» **Exercise objective**
Line count for the string "Paud" in the records below: report that figure and nothing else.

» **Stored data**
◇ ◇ ◇ ◇
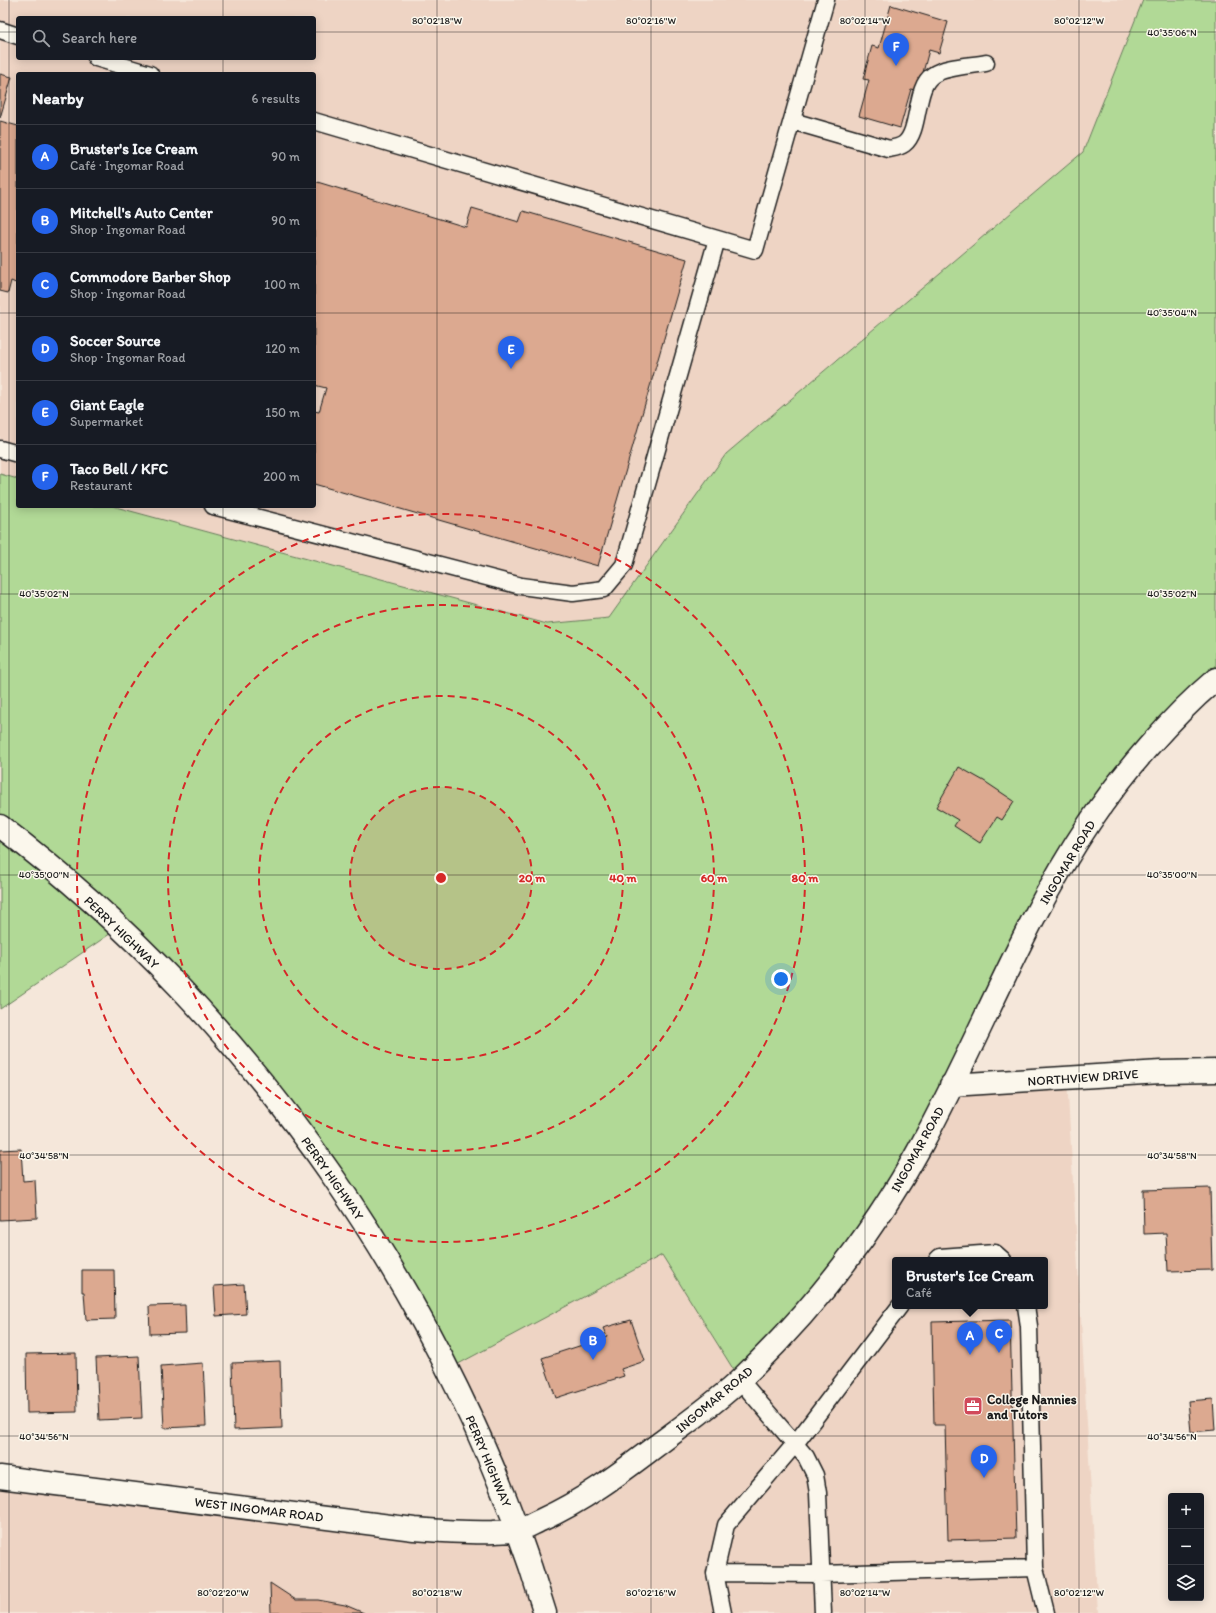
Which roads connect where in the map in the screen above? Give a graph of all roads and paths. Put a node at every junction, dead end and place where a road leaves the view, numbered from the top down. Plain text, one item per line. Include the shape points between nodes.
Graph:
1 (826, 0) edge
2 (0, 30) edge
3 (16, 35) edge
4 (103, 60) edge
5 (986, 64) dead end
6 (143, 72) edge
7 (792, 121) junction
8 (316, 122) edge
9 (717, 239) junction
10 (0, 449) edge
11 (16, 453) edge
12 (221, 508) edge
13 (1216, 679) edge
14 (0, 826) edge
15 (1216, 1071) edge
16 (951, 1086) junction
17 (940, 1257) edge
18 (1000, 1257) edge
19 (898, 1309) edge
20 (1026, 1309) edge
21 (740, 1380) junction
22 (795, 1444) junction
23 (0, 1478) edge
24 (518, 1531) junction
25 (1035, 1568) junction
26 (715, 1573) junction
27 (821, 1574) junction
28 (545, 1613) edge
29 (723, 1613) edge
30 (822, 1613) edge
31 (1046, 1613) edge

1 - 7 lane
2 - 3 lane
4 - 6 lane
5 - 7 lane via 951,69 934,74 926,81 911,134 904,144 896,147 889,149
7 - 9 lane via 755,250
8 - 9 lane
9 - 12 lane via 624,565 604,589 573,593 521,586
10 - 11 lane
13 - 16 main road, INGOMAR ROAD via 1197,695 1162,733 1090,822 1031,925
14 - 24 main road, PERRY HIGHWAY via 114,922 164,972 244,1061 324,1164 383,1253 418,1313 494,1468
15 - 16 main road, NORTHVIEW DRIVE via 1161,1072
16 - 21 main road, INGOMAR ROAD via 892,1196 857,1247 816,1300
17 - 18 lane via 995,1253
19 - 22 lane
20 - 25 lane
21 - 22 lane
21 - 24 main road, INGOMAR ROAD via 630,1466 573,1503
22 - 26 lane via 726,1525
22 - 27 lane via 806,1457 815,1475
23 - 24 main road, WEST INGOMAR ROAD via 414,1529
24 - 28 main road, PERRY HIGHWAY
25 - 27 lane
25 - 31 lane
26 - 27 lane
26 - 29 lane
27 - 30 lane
◇ ◇ ◇ ◇
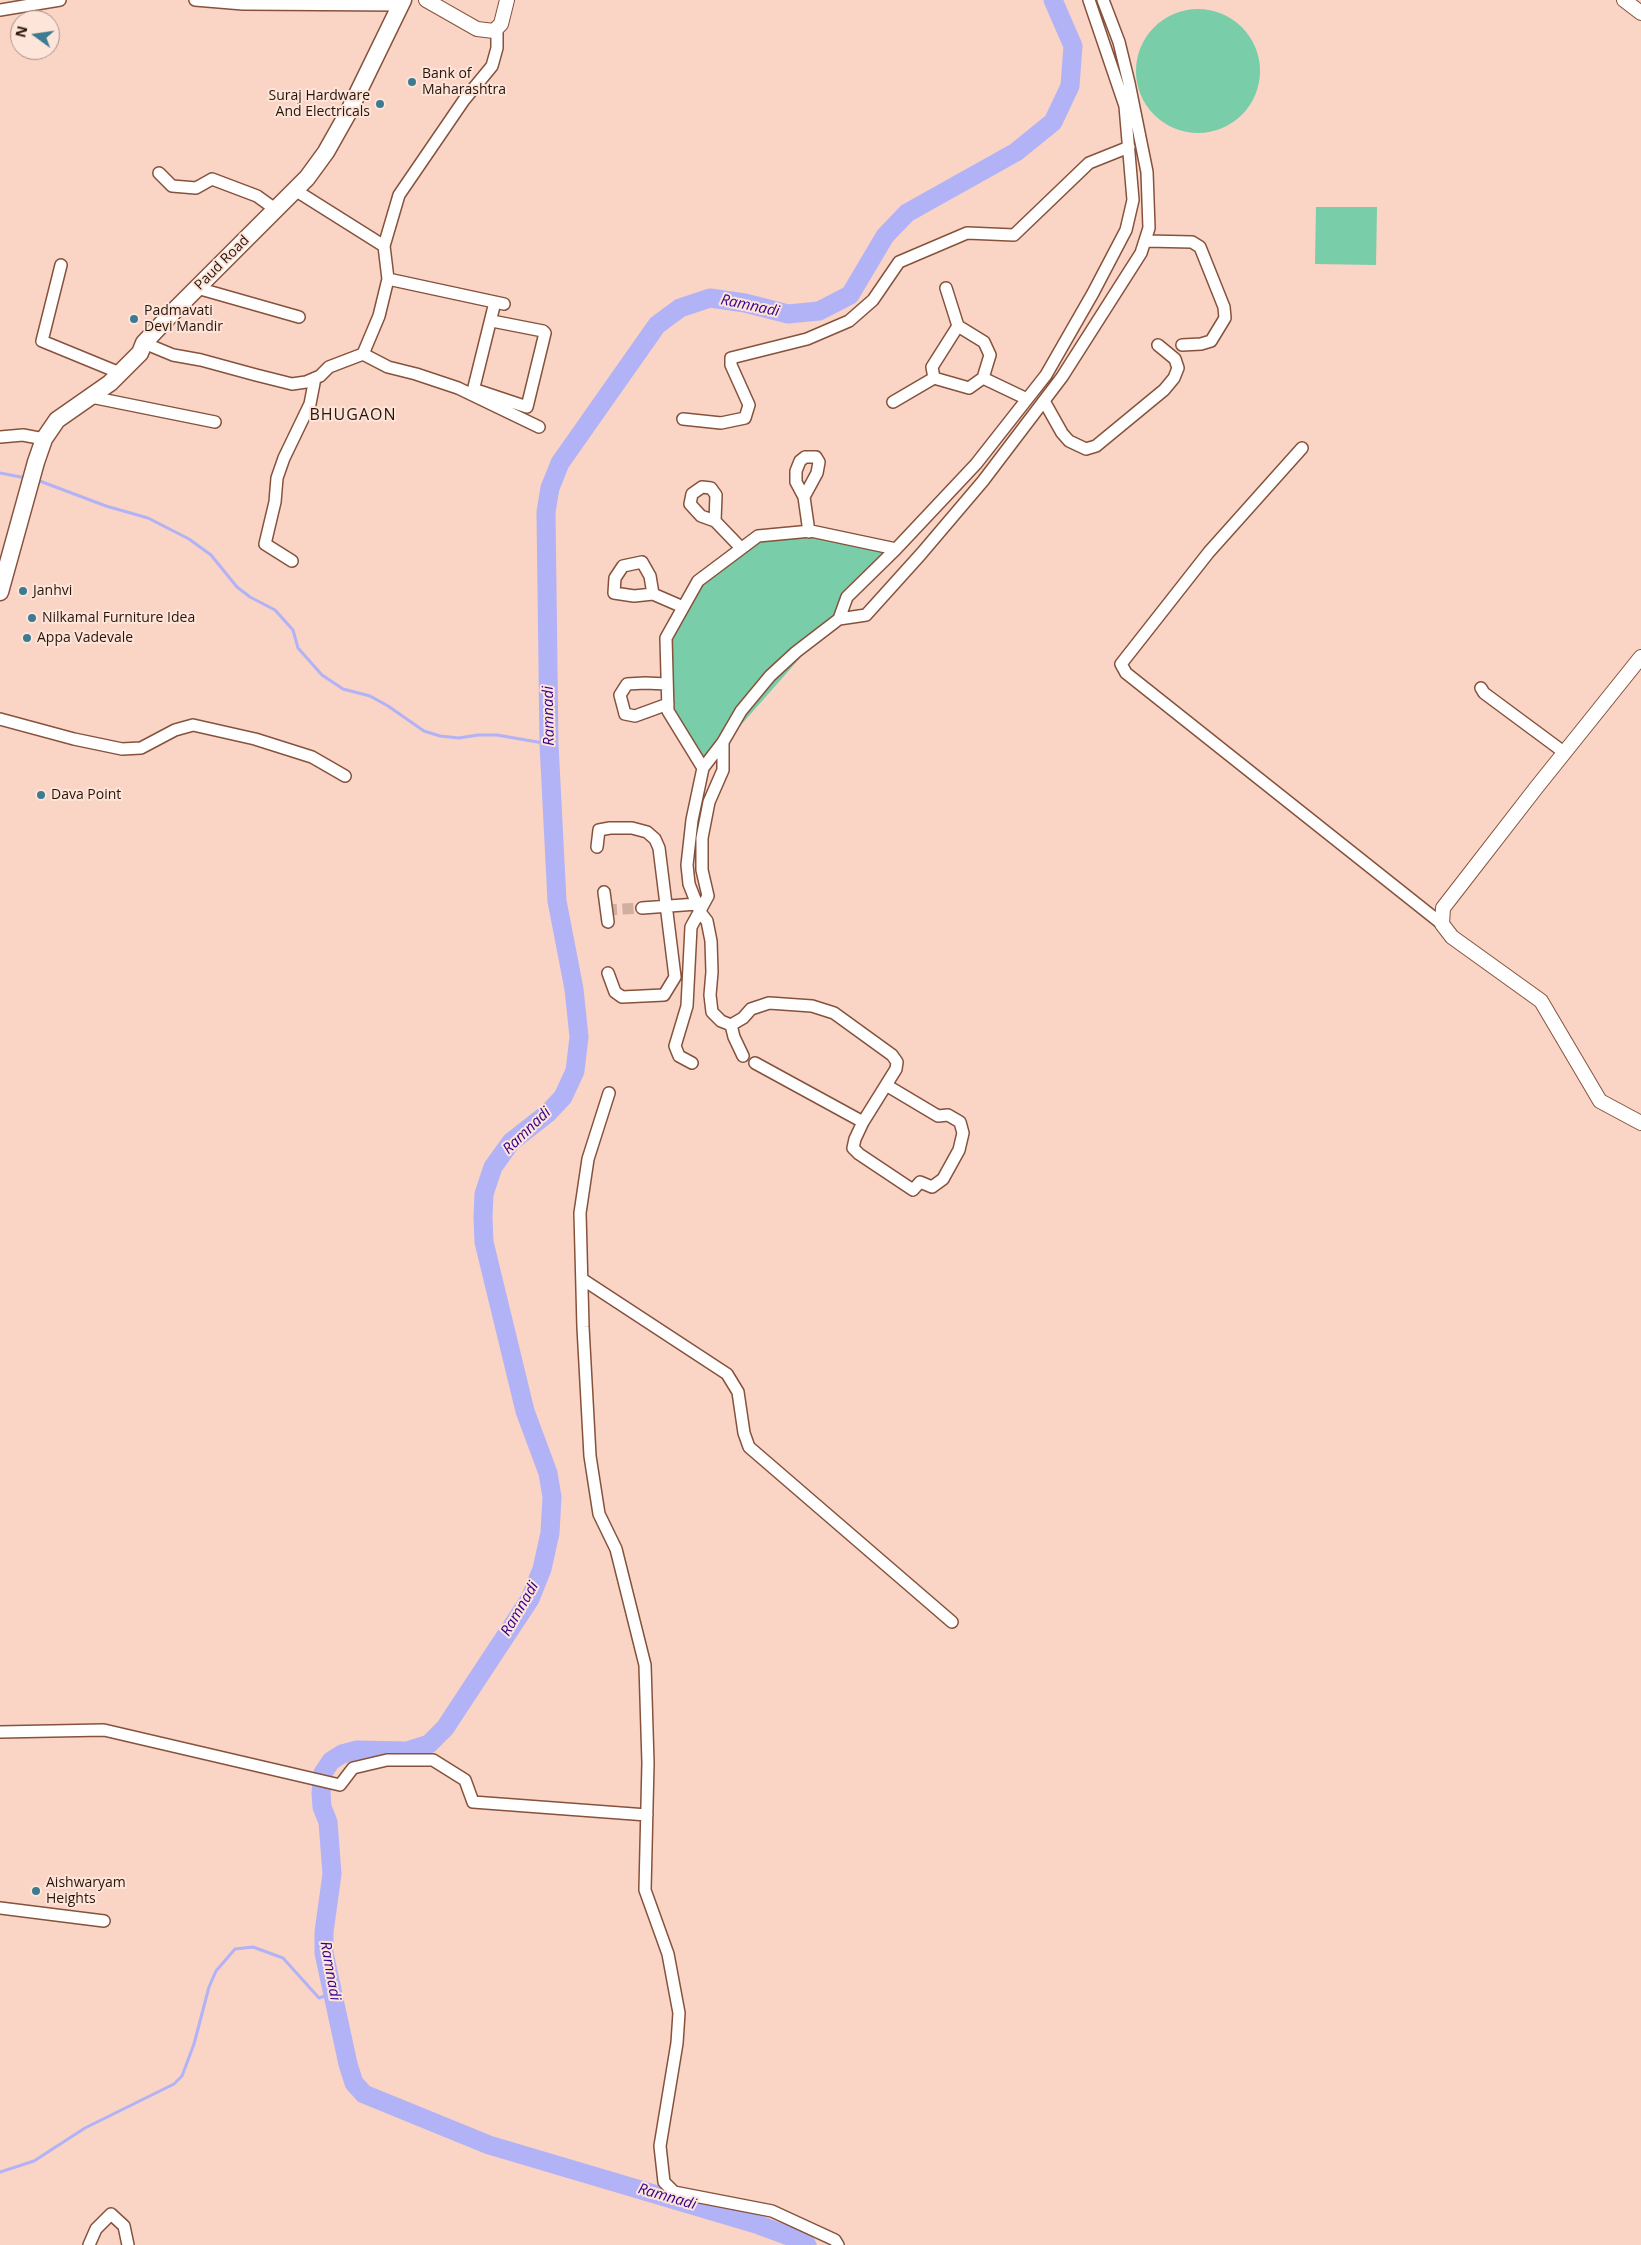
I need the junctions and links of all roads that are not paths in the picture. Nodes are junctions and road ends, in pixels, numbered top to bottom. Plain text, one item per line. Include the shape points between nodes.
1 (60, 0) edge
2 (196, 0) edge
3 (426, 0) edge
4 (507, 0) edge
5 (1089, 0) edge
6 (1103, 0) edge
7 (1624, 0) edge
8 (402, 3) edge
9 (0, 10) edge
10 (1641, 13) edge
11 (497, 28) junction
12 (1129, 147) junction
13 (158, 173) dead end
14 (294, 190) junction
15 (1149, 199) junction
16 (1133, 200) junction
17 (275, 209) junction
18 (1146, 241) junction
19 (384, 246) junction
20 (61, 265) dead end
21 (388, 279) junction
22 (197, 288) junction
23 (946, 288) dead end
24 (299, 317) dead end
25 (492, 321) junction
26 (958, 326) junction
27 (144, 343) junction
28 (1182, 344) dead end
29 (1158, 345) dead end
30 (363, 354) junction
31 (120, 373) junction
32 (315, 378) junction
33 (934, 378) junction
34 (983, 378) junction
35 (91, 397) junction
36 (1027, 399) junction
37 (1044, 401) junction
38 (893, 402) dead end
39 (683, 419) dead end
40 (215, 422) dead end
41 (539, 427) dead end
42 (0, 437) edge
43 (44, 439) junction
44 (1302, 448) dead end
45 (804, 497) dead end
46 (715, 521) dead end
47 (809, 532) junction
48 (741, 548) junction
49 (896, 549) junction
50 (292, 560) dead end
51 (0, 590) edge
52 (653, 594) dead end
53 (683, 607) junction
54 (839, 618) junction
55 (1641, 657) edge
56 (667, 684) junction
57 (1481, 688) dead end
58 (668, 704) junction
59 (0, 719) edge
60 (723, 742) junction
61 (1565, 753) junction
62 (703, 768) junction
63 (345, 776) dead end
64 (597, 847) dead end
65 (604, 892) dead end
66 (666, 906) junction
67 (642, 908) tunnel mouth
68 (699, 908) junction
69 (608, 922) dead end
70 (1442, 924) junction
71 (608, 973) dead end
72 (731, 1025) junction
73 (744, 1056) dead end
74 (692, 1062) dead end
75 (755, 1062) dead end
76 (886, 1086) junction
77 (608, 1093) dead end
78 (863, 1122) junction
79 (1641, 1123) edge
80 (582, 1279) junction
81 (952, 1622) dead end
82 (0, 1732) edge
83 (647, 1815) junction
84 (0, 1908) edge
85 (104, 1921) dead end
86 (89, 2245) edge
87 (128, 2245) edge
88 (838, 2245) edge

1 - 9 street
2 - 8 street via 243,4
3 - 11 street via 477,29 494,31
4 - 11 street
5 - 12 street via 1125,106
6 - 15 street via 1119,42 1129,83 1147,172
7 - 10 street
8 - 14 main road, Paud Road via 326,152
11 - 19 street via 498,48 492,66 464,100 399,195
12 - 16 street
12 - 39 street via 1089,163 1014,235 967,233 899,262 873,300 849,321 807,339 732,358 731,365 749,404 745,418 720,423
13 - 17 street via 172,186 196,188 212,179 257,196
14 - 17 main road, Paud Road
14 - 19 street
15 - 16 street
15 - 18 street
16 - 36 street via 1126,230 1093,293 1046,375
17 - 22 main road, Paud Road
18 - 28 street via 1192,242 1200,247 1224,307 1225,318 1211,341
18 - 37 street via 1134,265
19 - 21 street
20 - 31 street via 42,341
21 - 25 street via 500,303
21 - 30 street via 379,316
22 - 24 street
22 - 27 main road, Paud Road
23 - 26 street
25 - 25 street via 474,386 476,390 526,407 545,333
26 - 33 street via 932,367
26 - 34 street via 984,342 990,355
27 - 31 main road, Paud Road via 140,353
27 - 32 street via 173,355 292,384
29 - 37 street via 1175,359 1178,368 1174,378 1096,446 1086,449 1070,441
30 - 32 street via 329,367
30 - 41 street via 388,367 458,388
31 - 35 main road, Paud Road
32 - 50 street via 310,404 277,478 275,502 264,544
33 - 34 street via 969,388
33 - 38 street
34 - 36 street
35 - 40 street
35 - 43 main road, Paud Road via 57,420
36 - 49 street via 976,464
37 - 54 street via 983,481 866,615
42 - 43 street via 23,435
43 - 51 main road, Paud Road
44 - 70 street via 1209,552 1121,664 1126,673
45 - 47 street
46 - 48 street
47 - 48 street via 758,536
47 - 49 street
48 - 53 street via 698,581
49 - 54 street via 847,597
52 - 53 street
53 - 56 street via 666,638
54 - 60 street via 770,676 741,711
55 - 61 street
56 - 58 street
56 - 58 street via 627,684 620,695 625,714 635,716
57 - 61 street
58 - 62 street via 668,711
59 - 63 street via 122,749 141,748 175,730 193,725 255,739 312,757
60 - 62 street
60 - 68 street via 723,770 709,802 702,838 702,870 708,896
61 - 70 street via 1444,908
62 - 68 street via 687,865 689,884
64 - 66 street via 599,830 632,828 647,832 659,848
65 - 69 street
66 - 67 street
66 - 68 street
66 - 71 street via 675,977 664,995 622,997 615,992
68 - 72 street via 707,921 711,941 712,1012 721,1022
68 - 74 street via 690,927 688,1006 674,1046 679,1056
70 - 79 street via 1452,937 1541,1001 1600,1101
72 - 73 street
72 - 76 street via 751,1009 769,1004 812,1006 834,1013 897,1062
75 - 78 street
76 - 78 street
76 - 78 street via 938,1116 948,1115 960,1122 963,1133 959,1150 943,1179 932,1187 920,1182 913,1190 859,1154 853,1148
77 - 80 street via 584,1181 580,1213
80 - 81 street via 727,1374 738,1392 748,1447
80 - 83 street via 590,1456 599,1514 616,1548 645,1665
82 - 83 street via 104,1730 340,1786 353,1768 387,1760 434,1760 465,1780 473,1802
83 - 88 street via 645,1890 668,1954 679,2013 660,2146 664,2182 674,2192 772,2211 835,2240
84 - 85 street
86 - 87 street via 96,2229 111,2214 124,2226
◇ ◇ ◇ ◇
» **Task output**
8